Top of Task data

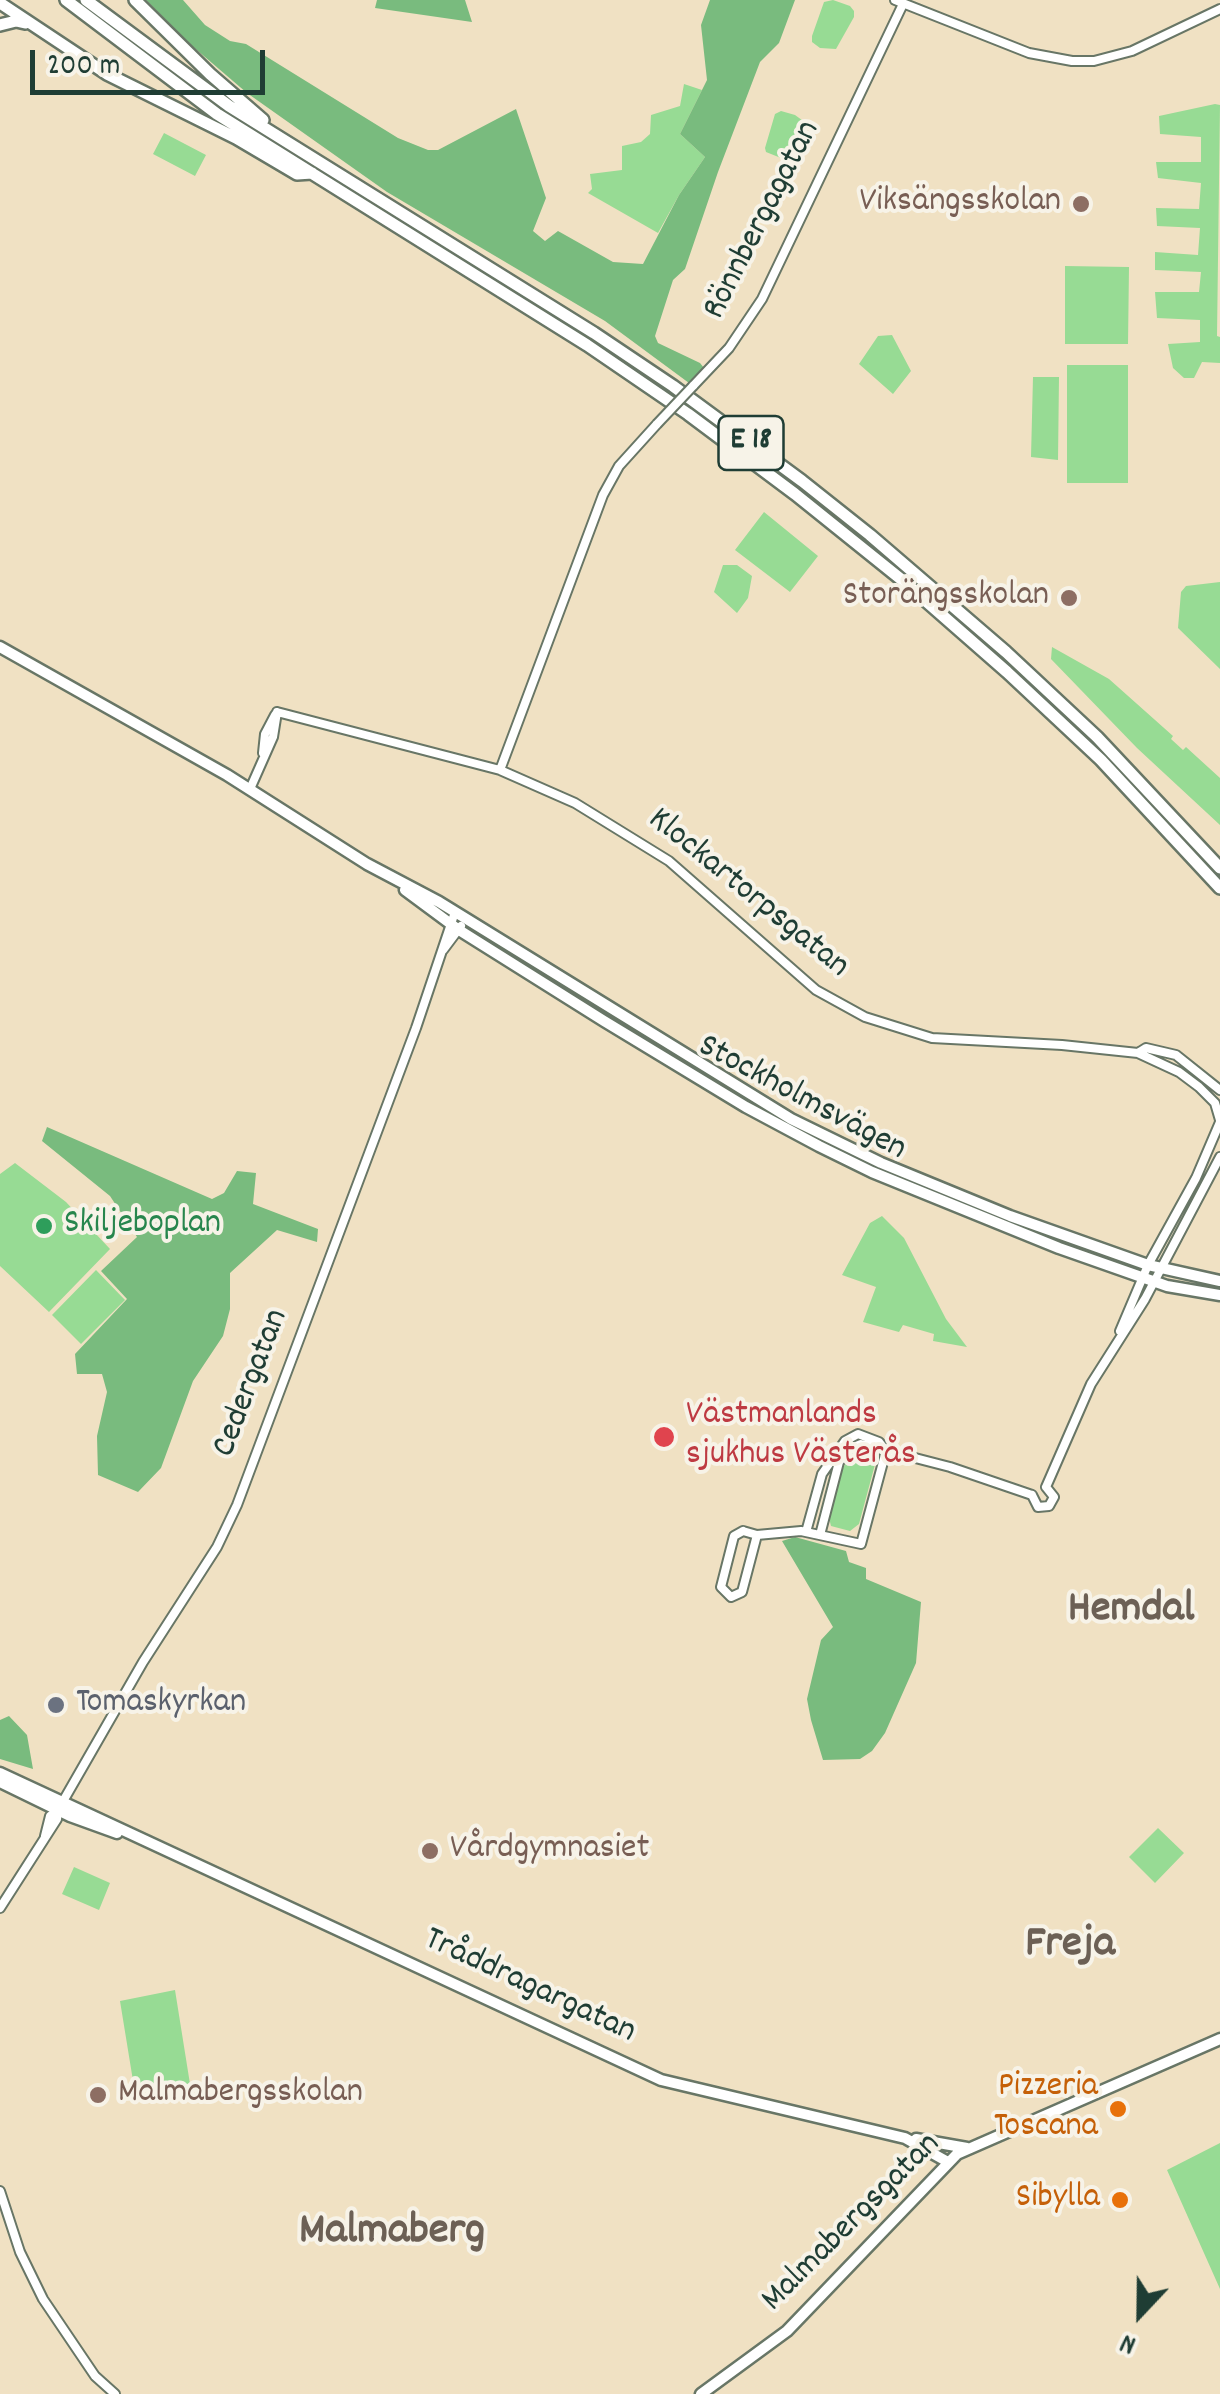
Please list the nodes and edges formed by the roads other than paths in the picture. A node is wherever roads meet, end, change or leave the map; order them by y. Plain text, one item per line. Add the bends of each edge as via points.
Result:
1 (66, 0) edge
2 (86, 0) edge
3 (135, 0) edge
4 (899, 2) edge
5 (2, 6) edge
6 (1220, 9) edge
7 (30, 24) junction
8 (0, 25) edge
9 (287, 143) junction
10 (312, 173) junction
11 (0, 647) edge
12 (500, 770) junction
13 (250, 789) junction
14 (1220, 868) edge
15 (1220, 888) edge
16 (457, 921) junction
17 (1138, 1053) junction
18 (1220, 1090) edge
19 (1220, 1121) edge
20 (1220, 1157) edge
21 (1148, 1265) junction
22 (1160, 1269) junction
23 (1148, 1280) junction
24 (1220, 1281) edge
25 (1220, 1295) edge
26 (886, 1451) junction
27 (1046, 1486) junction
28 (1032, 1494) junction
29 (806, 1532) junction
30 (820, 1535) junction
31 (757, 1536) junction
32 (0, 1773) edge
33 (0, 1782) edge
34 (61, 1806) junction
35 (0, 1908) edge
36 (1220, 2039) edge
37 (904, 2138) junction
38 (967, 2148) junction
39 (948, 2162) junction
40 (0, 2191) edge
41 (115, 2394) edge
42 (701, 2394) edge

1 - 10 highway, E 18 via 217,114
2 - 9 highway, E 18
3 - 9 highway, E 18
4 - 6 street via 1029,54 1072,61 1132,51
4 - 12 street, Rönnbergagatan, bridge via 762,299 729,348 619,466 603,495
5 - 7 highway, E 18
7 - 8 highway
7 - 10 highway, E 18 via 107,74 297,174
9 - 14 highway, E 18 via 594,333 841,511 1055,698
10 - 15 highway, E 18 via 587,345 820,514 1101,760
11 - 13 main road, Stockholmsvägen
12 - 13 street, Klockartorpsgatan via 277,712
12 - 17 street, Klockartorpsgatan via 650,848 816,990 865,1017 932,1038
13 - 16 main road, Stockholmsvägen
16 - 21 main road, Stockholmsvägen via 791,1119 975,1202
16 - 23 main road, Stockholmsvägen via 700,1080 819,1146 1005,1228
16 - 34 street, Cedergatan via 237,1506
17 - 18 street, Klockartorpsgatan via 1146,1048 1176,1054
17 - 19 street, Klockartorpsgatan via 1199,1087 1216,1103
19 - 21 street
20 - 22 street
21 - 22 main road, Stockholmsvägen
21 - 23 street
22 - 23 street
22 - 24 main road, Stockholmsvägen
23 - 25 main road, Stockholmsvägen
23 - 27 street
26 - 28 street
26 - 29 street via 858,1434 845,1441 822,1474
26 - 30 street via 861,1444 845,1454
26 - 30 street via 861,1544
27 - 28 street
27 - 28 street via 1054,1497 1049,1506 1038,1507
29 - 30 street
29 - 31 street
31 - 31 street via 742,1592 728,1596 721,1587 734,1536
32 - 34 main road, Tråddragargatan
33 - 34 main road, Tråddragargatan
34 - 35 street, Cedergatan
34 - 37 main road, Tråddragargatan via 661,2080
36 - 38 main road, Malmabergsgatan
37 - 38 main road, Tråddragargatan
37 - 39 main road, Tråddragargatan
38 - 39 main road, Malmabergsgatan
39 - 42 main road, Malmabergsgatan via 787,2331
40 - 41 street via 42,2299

Bottom of Task data

§ What needs to be done:
What lines of the listing contain the word "Malmabergsgatan"? Copy them all.

§ Response area:
36 - 38 main road, Malmabergsgatan
38 - 39 main road, Malmabergsgatan
39 - 42 main road, Malmabergsgatan via 787,2331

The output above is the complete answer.